Meski tujuannya adalah mengenang wafat Pater Dehon, namun selebran utama, Romo Laurentius Suwanto SCJ mengajak lebih dari 50 orang imam dan umat yang hadir, untuk melihat kembali teladan-teladan pater pendiri semasa hidupnya.

Romo Wanto, begitu sapaan akrabnya, meringkasnya menjadi dua hal. Pertama, pemulihan. “Pater Dehon merasakan kasih Allah yang begitu besar, sehingga dia berusaha menanggapinya dengan menyerahkan seluruh hidupnya kepada Hati Kudus Yesus, dengan mengatakan untuk Dia aku hidup, untuk Dia aku mati,” kata Romo Wanto.

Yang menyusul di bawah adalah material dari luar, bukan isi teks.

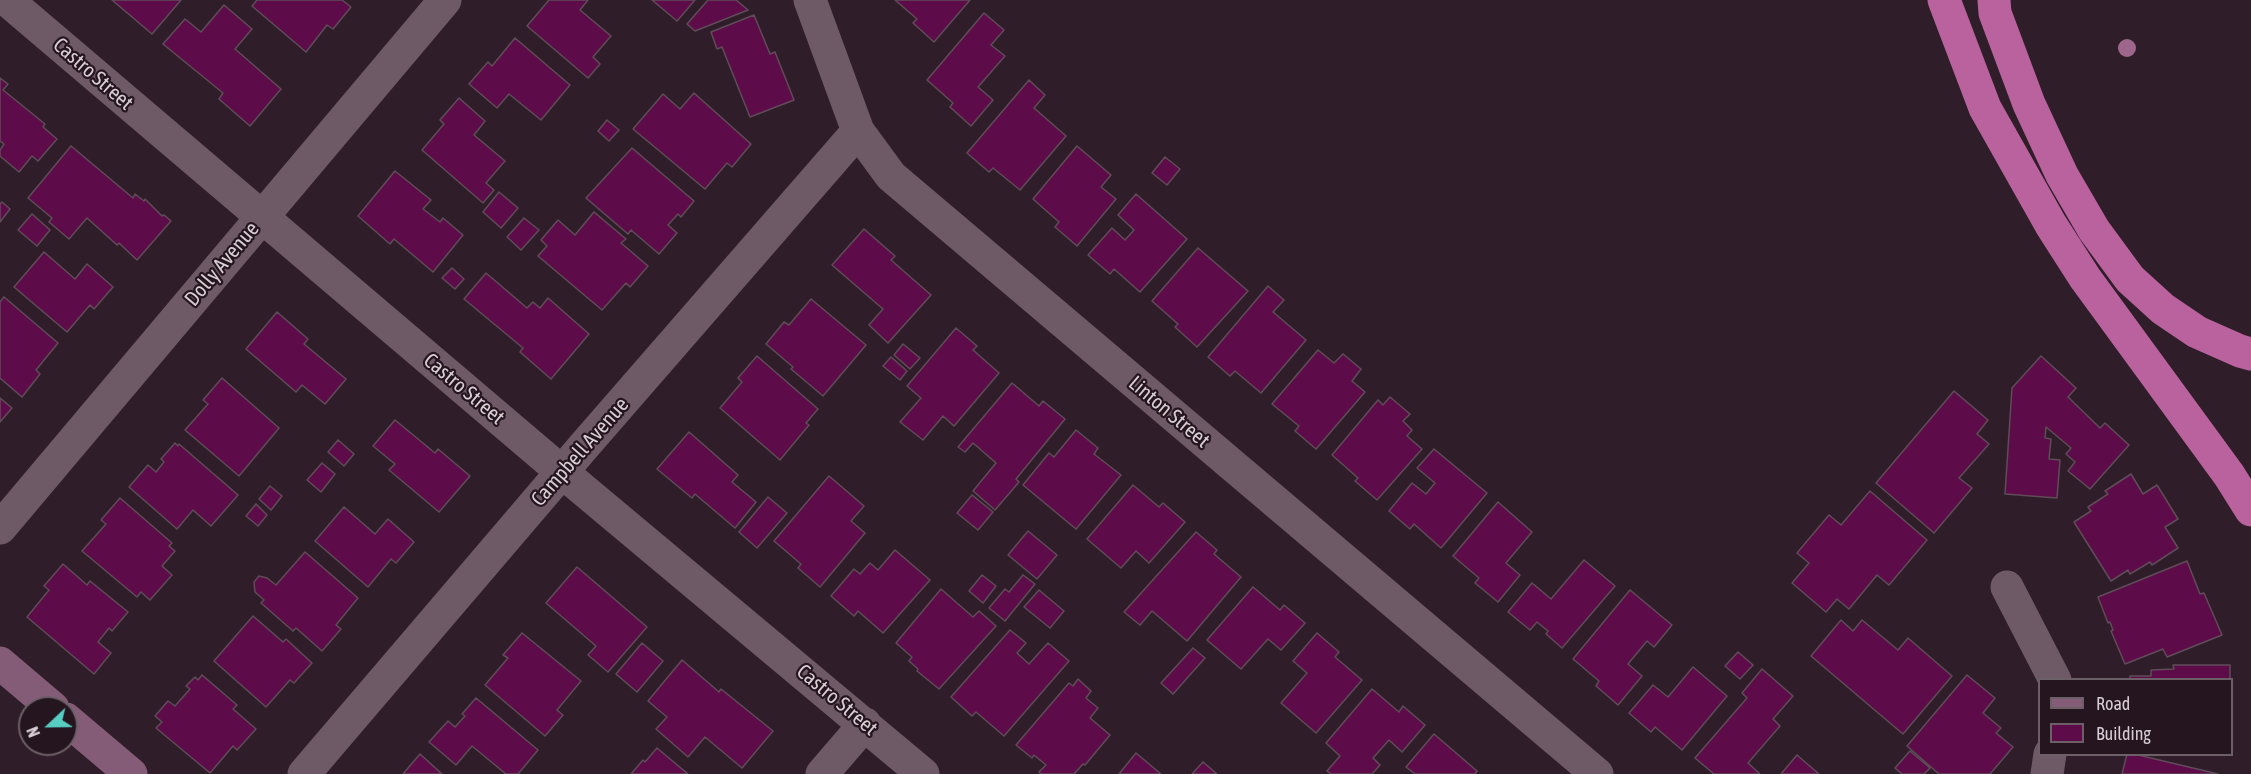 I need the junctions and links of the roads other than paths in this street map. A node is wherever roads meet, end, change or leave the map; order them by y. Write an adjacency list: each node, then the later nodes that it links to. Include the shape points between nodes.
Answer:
1 (7, 0): 7 (street, Castro Street)
2 (445, 0): 7 (street, Dolly Avenue)
3 (810, 0): 6 (street, Linton Street)
4 (1944, 0): 10 (highway, via 1985,108 2051,225)
5 (1994, 0): 8 (highway, via 1995,13 2028,104 2062,175 2100,238 2130,279 2163,309 2197,332)
6 (858, 131): 9 (street, Campbell Avenue); 23 (street, Linton Street, via 891,176)
7 (261, 218): 9 (street, Castro Street); 11 (street, Dolly Avenue)
8 (2251, 354)
9 (562, 472): 16 (street, Castro Street); 20 (street, Campbell Avenue)
10 (2251, 510)
11 (0, 528)
12 (2007, 587): 14 (street)
13 (0, 663): 15 (street)
14 (2054, 678)
15 (39, 696)
16 (865, 724): 21 (street); 22 (street, Castro Street)
17 (78, 729): 19 (street)
18 (2050, 756): 24 (street)
19 (131, 774)
20 (304, 774)
21 (822, 774)
22 (923, 774)
23 (1597, 774)
24 (2047, 774) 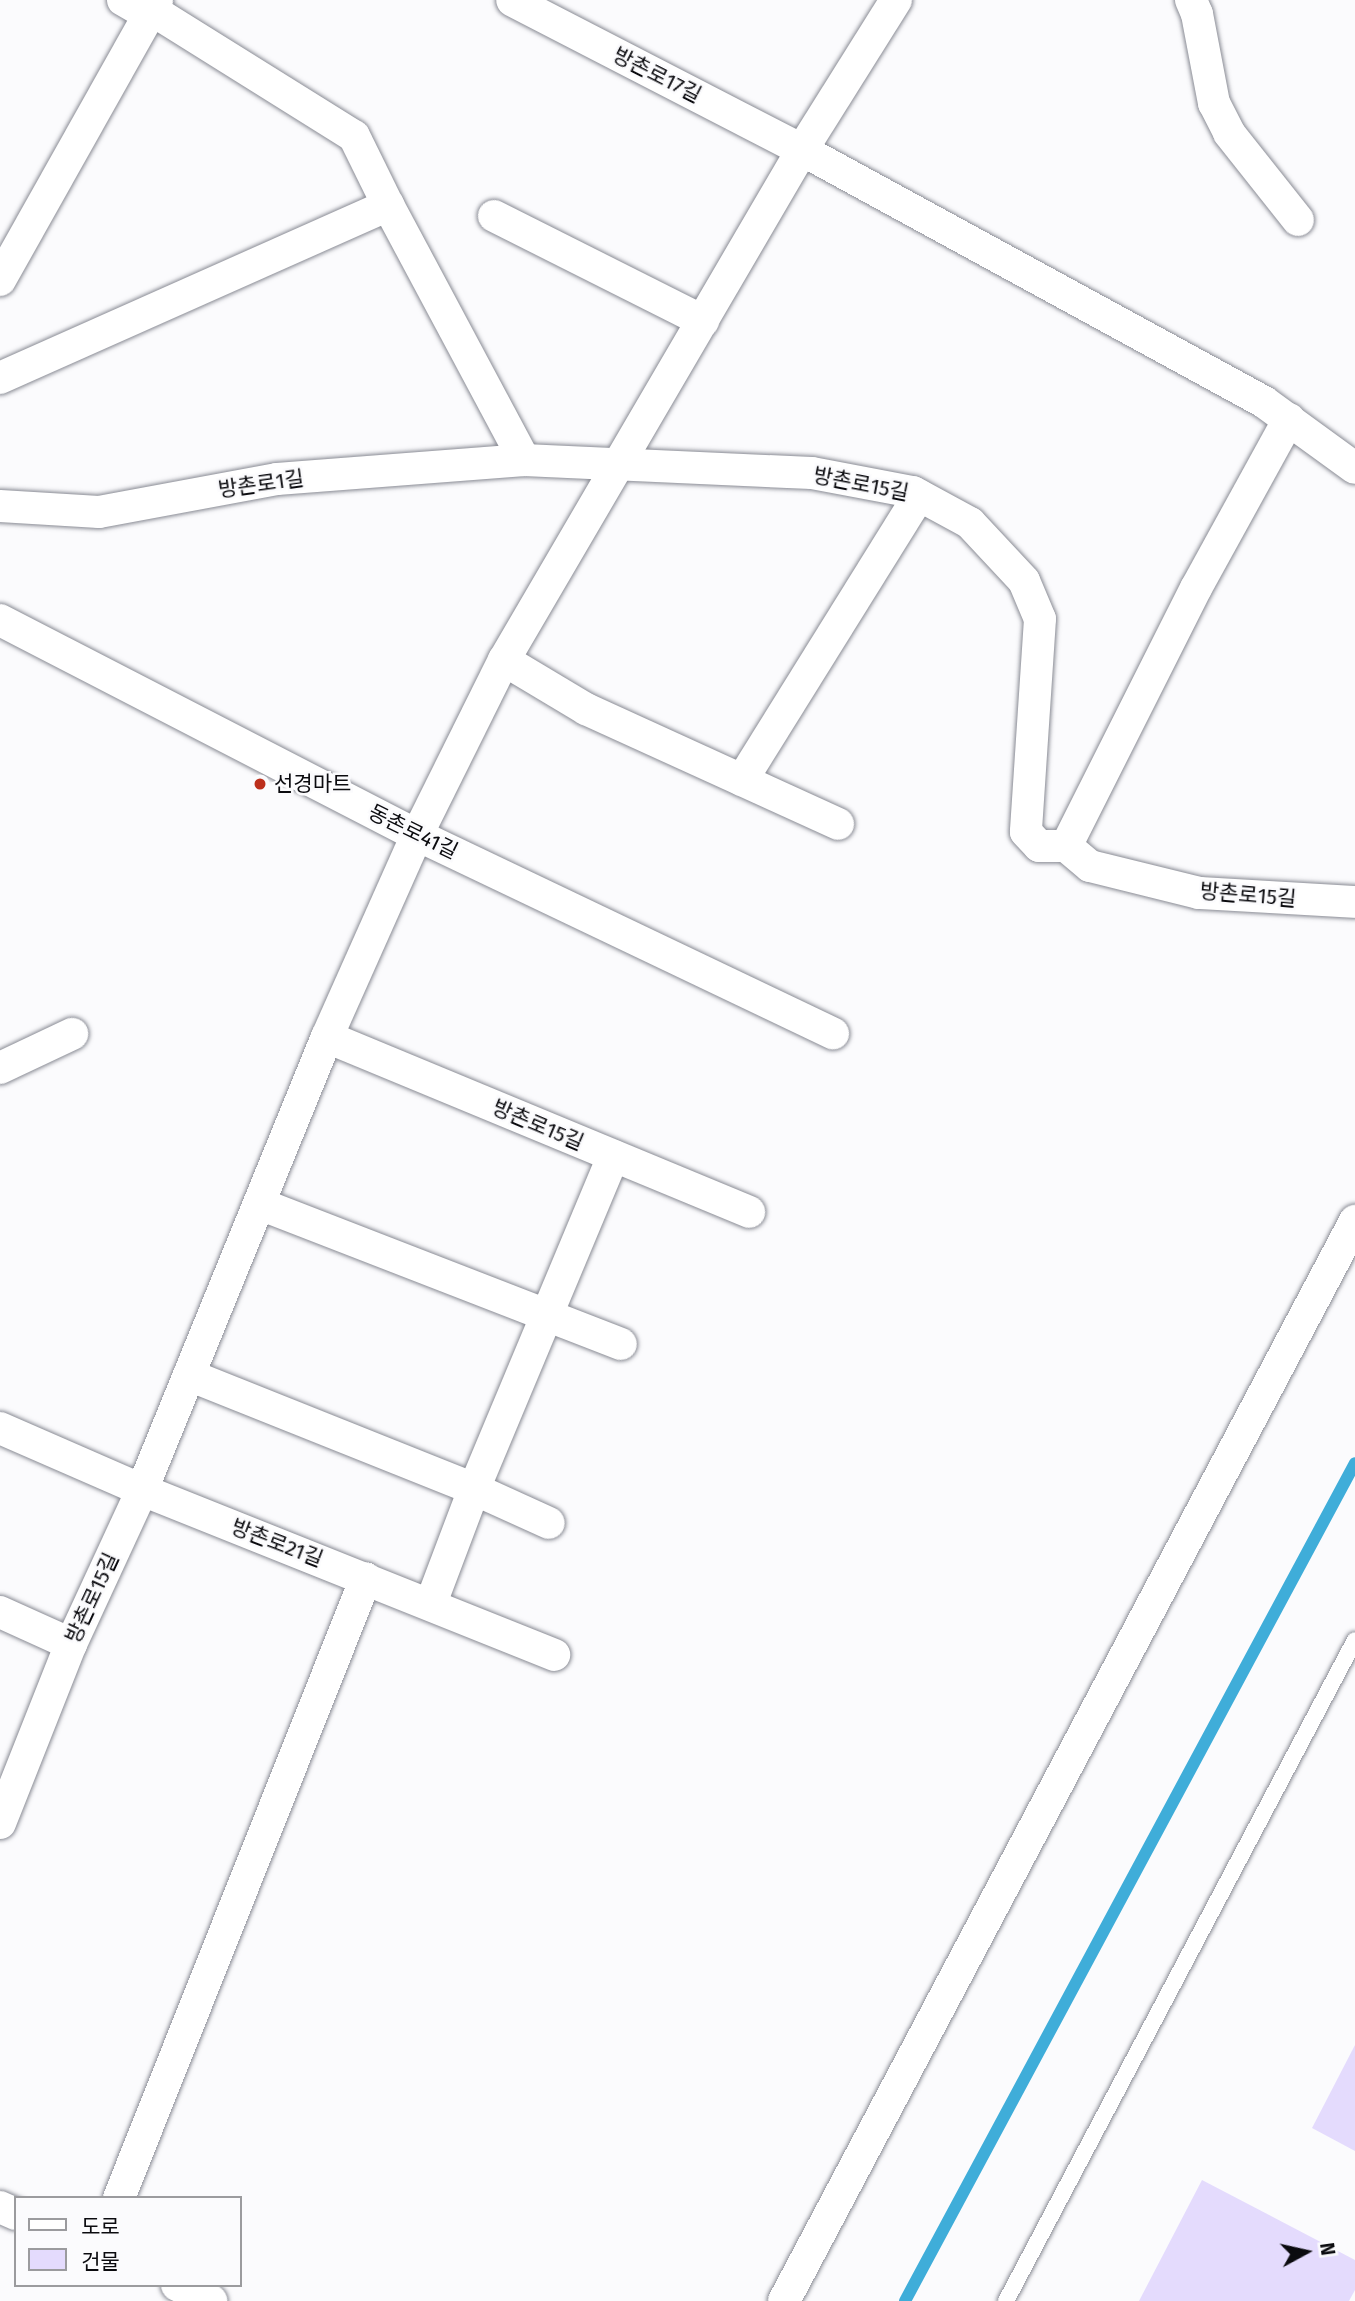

Bagi Pater Dehon, jelas Romo Wanto, Hati Kudus Yesus adalah segala-galanya. Yesus adalah pemulih atas dosa manusia kepada Allah. “Ini dimulai Yesus dengan kasih yang ditunjukkan-Nya kepada umat manusia. Pemulihan yang diharapkan dari kita, bisa kita lakukan hanya dalam persekutuan pada Sang Pemulih Sejati yaitu Yesus sendiri,” tutunya.

Yesus telah memulai pemulihan itu. Maka, kita semua dipanggil untuk berpartisipasi di dalam pemulihan itu. Caranya adalah menyatukan diri dengan persembahan Yesus kepada Bapa.
“Persembahan hidup yang sering kita ungkapkan adalah ecce venio, ini aku datang. Datang untuk melakukan kehendak Bapa. Aku datang untuk melakukan kehendak-Mu. Penyerahan total yang juga dikatakan Maria. Terjadilah padaku menurut perkataanmu. Maka dalam teologi dikatakan ecce venio dan ecce ancilla. Pater Dehon mengharapkan anggotanya secara implisit mempersatukan persembahan diri kita dengan persembahan diri Yesus, sehingga kita dapat menjadi pemulih hubungan kita dan Allah, yang rusak karena dosa,” lanjut Romo Wanto.

Kedua, menerima semua pemberian Allah dengan sukacita. Pater Dehon mengatakan, hanya menginginkan apa yang Allah inginkan dan memberikan diri sepenuhnya untuk Dia, sekarang dan selama-lamanya.
“Semoga selalu menjadi semangat kita untuk selalu menyerahkan hidup kita pada penyelenggaraan Ilahi. Pater Dehon meneladankan kepada kita untuk menerima semuanya dengan sukacita. Tidak usah sibuk mencari salib, tapi bila kesulitan itu datang, terimalah dengan sukacita,” jelasnya.
Di akhir homilinya, Romo Wanto mengajak semua yang hadir untuk ikut dalam berbagai olah rohani, seperti apa yang disampaikan Hati Kudus Yesus kepada Santa Maria Margareta Alacoque, misalnya dengan rutin mengikuti Misa Jumat Pertama dan Adorasi Sakramen Mahakudus.
Usai misa, diadakan ramah tamah dengan santap malam bersama.